The RNA helicase DHX36/G4R1 modulates C9orf72 GGGGCC repeat-associated translation

GGGGCC (G4C2) hexanucleotide repeat expansions (HRE) in C9orf72 are the most common genetic cause of amyotrophic lateral sclerosis (ALS) and frontotemporal dementia (FTD). Repeat-associated non-AUG (RAN) translation of this expansion generates toxic proteins that accumulate in patient brains and contribute to disease pathogenesis. The DEAH-Box Helicase 36 (DHX36/G4R1) plays active roles in RNA and DNA G-quadruplex (G4) resolution in cells. As G4C2 repeats form G4 structures in vitro , we sought to determine the impact of manipulating DHX36 expression on repeat transcription and RAN translation. We found that DHX36 depletion suppresses RAN translation from reporter constructs in a repeat length dependent manner while overexpression of DHX36 enhances RAN translation from G4C2 reporter RNAs.
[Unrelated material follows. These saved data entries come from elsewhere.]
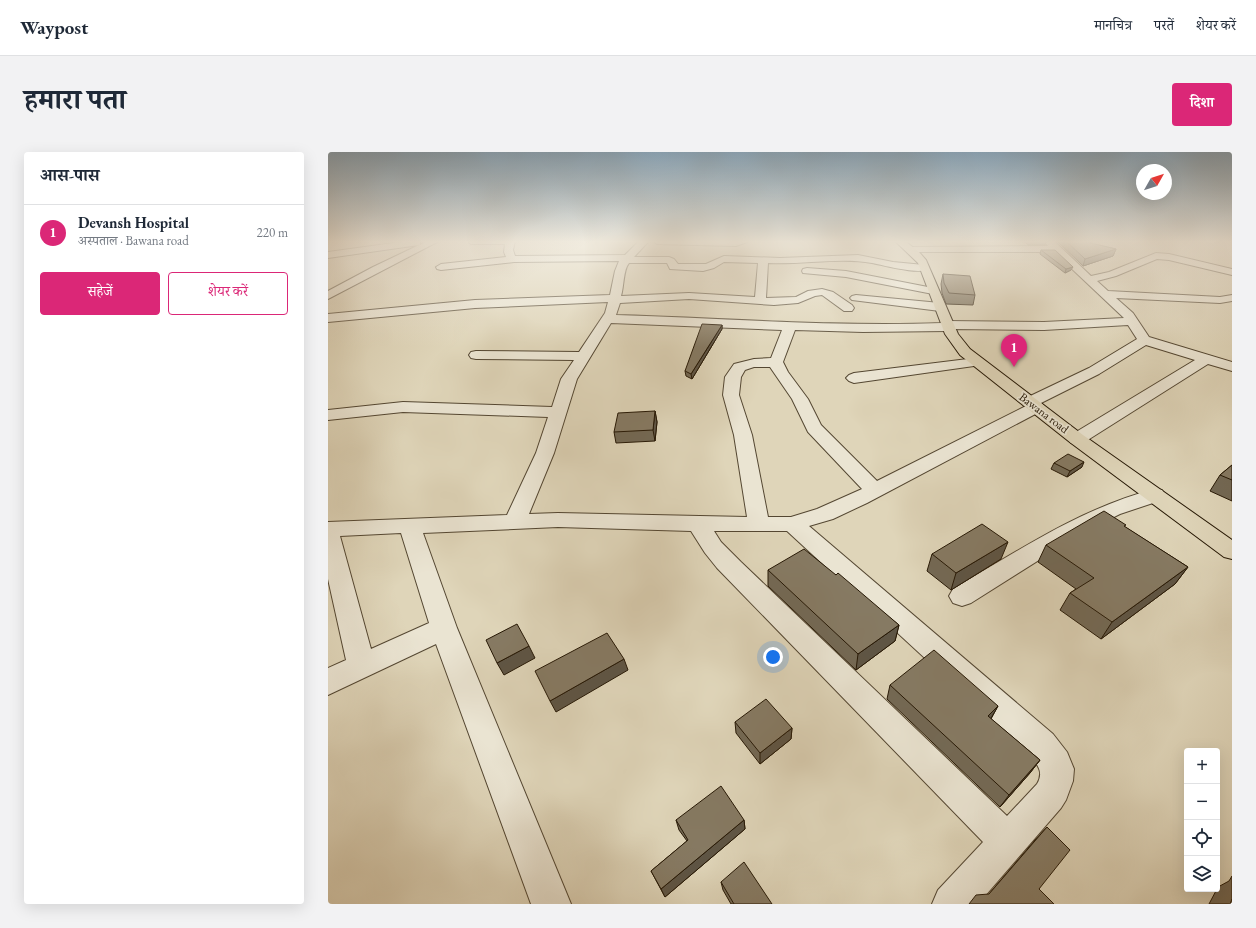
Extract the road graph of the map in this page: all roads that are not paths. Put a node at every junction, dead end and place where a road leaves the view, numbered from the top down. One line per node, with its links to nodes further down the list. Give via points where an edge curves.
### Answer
1 (363, 276): 11 (street)
2 (620, 276): 16 (street)
3 (762, 276): 14 (street)
4 (856, 276): 8 (street)
5 (927, 276): 9 (main road, Bawana road)
6 (1100, 276): 7 (street)
7 (1090, 278): 10 (street)
8 (869, 279): 9 (street); 12 (street, via 857,281 853,286)
9 (933, 291): 15 (main road, Bawana road)
10 (1106, 294): 13 (street, via 1220,300); 19 (street)
11 (328, 296)
12 (856, 298): 15 (street); 17 (street, via 855,303)
13 (1232, 298)
14 (760, 301): 16 (street, via 689,296); 17 (street, via 793,300 822,292 830,294)
15 (940, 307): 20 (main road, Bawana road)
16 (609, 309): 18 (street, via 474,304); 21 (street, via 685,320); 25 (street)
17 (840, 312): 22 (street, via 825,318)
18 (328, 318)
19 (1133, 321): 20 (street, via 1044,326); 23 (street)
20 (948, 326): 22 (street); 28 (main road, Bawana road, via 965,352)
21 (790, 327): 22 (street); 27 (street)
22 (822, 328)
23 (1144, 340): 26 (street); 31 (street)
24 (476, 355): 25 (street)
25 (583, 356): 32 (street, via 569,379)
26 (1207, 359): 29 (street); 34 (street)
27 (776, 362): 35 (street, via 814,428); 41 (street, via 754,363 739,368 733,377 733,406 743,435)
28 (976, 362): 30 (street); 31 (main road, Bawana road)
29 (1232, 367)
30 (854, 378)
31 (1034, 404): 34 (main road, Bawana road); 35 (street)
32 (558, 412): 33 (street, via 403,407); 37 (street, via 545,453)
33 (328, 415)
34 (1077, 439): 36 (main road, Bawana road)
35 (875, 490): 39 (street, via 825,514)
36 (1155, 495): 43 (main road, Bawana road); 44 (street, via 1113,509 1074,528)
37 (514, 521): 38 (street); 40 (street)
38 (699, 523): 41 (street); 48 (street, via 713,548)
39 (792, 524): 41 (street); 48 (street, via 1042,745 1053,758 1058,773 1056,786)
40 (409, 525): 42 (street); 45 (street)
41 (759, 525)
42 (333, 532): 46 (street)
43 (1232, 551)
44 (962, 596)
45 (444, 628): 46 (street); 49 (street)
46 (362, 666): 47 (street)
47 (328, 682)
48 (1008, 842): 50 (street)
49 (551, 904)
50 (952, 904)

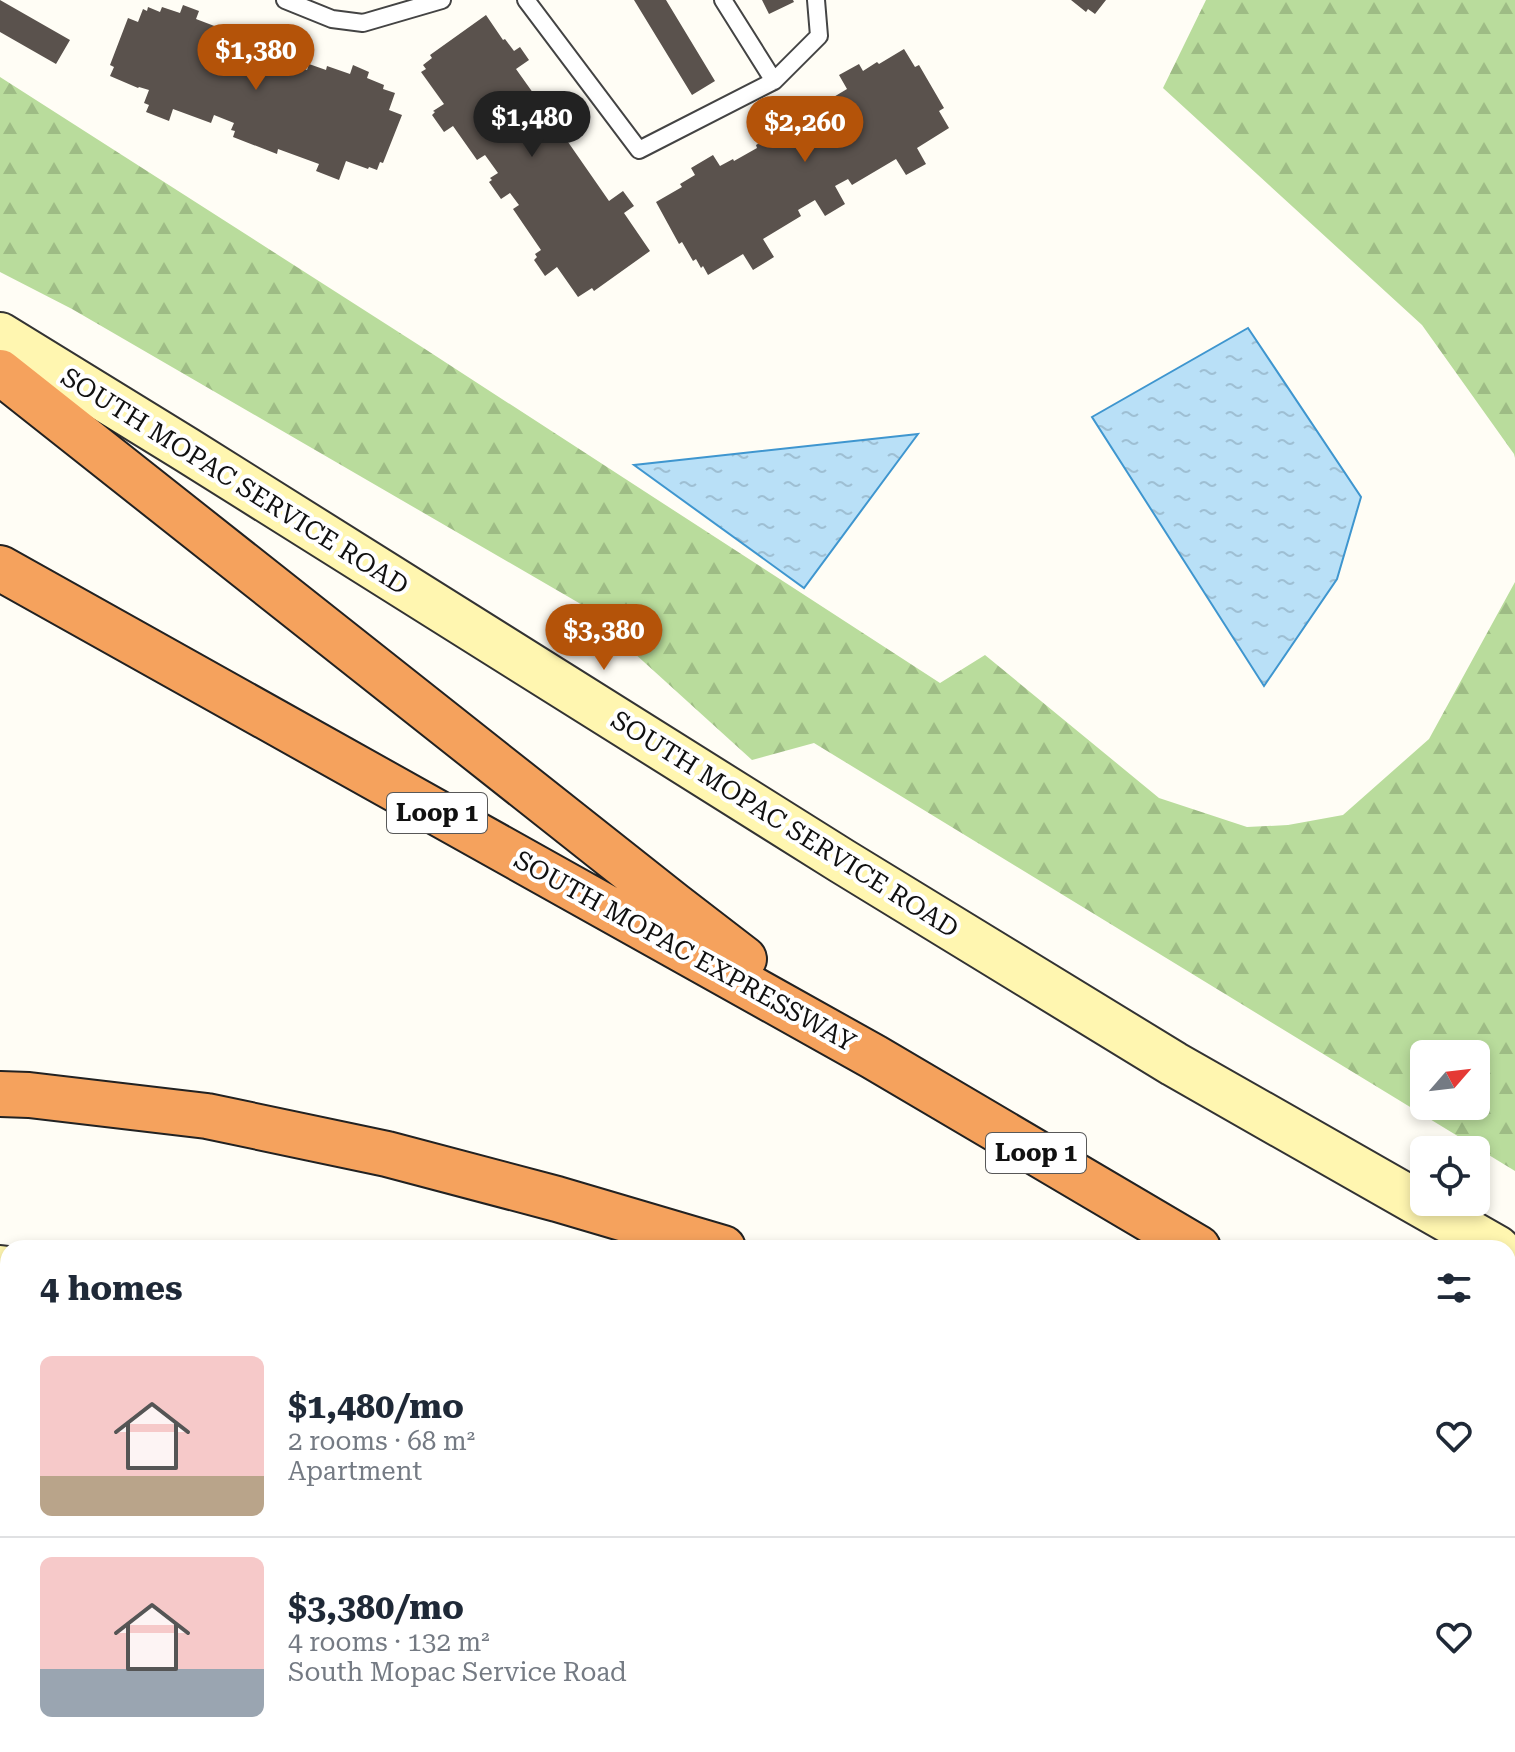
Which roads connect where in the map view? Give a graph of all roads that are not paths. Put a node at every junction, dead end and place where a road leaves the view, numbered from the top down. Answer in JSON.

Taken together, these results suggest that DHX36 is active in regulating G4C2 repeat translation, providing potential implications for therapeutic development in nucleotide repeats expansion disorders. ### Competing Interest Statement PKT served as a paid consultant for Denali Therapeutics, holds a joint patent with Ionis Therapeutics, and receives publishing royalties from UpToDate. None of these are directly relevant to his role on this manuscript and none of these organizations have any role in the conception, preparation or editing of this manuscript. All other authors declare no conflicts of interest.